*WHAT TO DO:*
Starting at the line that contains "(pic1.raw) 1774 5 45 44 picture" and ending at the line that contains "(Tower of London) 828 1410 text", the lines below are to be given again exactly, with nothing added.

Dataset excerpts
☆ ☆ ☆
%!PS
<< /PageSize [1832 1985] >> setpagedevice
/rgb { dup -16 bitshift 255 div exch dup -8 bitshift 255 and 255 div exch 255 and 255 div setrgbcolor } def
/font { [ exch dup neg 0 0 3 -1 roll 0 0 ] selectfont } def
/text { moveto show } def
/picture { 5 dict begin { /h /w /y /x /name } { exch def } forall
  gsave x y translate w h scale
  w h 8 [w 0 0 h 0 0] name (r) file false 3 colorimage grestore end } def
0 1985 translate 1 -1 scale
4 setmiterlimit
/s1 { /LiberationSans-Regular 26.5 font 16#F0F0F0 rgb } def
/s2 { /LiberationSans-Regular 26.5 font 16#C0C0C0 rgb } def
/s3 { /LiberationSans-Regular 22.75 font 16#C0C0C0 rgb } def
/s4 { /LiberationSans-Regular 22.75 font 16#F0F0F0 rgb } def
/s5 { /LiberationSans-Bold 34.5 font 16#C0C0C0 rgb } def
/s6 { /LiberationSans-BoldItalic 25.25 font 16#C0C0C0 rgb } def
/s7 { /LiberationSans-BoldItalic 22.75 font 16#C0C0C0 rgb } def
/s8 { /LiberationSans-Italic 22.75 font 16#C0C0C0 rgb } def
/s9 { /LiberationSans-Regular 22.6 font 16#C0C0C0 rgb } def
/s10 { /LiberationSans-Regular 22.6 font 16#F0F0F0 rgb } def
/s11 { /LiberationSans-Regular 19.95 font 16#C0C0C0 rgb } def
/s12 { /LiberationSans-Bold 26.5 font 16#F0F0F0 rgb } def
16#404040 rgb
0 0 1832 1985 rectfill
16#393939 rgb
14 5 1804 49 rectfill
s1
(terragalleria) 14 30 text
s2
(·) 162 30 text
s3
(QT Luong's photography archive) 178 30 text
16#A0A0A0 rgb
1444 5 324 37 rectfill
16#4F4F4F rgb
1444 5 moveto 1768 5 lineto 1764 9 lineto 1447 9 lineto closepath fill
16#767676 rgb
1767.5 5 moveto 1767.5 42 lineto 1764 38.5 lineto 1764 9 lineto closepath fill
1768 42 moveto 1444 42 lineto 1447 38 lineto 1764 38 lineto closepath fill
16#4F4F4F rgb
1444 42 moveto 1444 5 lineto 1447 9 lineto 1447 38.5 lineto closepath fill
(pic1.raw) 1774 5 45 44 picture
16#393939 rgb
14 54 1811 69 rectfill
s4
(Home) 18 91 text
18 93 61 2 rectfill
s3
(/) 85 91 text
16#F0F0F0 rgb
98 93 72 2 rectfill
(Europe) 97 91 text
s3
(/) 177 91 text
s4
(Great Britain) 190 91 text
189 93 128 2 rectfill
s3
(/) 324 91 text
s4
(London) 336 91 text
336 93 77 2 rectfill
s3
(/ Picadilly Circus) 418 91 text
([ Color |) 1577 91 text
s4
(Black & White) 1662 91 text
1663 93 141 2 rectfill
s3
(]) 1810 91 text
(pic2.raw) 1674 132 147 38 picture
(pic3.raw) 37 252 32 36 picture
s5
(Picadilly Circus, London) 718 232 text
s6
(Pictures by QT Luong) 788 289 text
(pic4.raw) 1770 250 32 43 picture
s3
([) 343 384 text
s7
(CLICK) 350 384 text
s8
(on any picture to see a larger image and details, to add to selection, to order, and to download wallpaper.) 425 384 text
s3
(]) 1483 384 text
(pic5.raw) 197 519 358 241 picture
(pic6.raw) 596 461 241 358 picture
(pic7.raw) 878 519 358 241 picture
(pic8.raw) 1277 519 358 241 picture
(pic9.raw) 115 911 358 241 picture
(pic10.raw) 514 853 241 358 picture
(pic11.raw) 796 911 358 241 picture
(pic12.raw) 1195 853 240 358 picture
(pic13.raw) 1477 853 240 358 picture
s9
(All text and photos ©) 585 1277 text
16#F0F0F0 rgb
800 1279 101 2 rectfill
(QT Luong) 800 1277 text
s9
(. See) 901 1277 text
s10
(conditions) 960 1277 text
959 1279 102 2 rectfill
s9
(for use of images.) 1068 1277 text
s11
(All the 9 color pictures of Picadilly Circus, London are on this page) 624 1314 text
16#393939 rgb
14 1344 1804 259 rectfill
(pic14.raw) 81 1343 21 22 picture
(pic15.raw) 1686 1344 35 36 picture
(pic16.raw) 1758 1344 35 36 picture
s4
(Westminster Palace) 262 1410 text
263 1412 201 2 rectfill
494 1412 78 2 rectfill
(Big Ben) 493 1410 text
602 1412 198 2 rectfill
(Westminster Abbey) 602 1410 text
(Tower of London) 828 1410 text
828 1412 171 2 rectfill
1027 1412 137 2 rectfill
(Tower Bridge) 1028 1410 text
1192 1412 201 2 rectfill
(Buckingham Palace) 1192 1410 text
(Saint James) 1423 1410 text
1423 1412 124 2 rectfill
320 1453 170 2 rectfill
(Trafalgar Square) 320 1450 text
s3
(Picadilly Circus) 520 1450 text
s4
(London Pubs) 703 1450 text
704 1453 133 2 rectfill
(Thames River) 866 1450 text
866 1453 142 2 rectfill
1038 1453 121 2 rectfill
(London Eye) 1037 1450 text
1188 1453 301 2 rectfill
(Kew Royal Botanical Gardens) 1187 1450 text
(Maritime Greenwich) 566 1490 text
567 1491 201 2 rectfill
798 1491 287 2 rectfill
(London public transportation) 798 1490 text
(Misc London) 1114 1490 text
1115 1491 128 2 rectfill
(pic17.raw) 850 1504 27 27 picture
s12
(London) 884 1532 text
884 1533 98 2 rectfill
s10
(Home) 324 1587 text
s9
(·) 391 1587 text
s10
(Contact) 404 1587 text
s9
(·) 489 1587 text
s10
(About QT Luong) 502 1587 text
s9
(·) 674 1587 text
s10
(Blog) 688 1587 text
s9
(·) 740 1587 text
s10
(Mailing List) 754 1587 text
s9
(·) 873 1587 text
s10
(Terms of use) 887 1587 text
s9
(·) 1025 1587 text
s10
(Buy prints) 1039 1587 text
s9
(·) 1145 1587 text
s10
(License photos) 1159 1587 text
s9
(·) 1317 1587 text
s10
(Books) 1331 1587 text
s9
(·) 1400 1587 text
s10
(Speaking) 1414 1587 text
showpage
☆ ☆ ☆
*REPLY TO THE TASK:*
(pic1.raw) 1774 5 45 44 picture
16#393939 rgb
14 54 1811 69 rectfill
s4
(Home) 18 91 text
18 93 61 2 rectfill
s3
(/) 85 91 text
16#F0F0F0 rgb
98 93 72 2 rectfill
(Europe) 97 91 text
s3
(/) 177 91 text
s4
(Great Britain) 190 91 text
189 93 128 2 rectfill
s3
(/) 324 91 text
s4
(London) 336 91 text
336 93 77 2 rectfill
s3
(/ Picadilly Circus) 418 91 text
([ Color |) 1577 91 text
s4
(Black & White) 1662 91 text
1663 93 141 2 rectfill
s3
(]) 1810 91 text
(pic2.raw) 1674 132 147 38 picture
(pic3.raw) 37 252 32 36 picture
s5
(Picadilly Circus, London) 718 232 text
s6
(Pictures by QT Luong) 788 289 text
(pic4.raw) 1770 250 32 43 picture
s3
([) 343 384 text
s7
(CLICK) 350 384 text
s8
(on any picture to see a larger image and details, to add to selection, to order, and to download wallpaper.) 425 384 text
s3
(]) 1483 384 text
(pic5.raw) 197 519 358 241 picture
(pic6.raw) 596 461 241 358 picture
(pic7.raw) 878 519 358 241 picture
(pic8.raw) 1277 519 358 241 picture
(pic9.raw) 115 911 358 241 picture
(pic10.raw) 514 853 241 358 picture
(pic11.raw) 796 911 358 241 picture
(pic12.raw) 1195 853 240 358 picture
(pic13.raw) 1477 853 240 358 picture
s9
(All text and photos ©) 585 1277 text
16#F0F0F0 rgb
800 1279 101 2 rectfill
(QT Luong) 800 1277 text
s9
(. See) 901 1277 text
s10
(conditions) 960 1277 text
959 1279 102 2 rectfill
s9
(for use of images.) 1068 1277 text
s11
(All the 9 color pictures of Picadilly Circus, London are on this page) 624 1314 text
16#393939 rgb
14 1344 1804 259 rectfill
(pic14.raw) 81 1343 21 22 picture
(pic15.raw) 1686 1344 35 36 picture
(pic16.raw) 1758 1344 35 36 picture
s4
(Westminster Palace) 262 1410 text
263 1412 201 2 rectfill
494 1412 78 2 rectfill
(Big Ben) 493 1410 text
602 1412 198 2 rectfill
(Westminster Abbey) 602 1410 text
(Tower of London) 828 1410 text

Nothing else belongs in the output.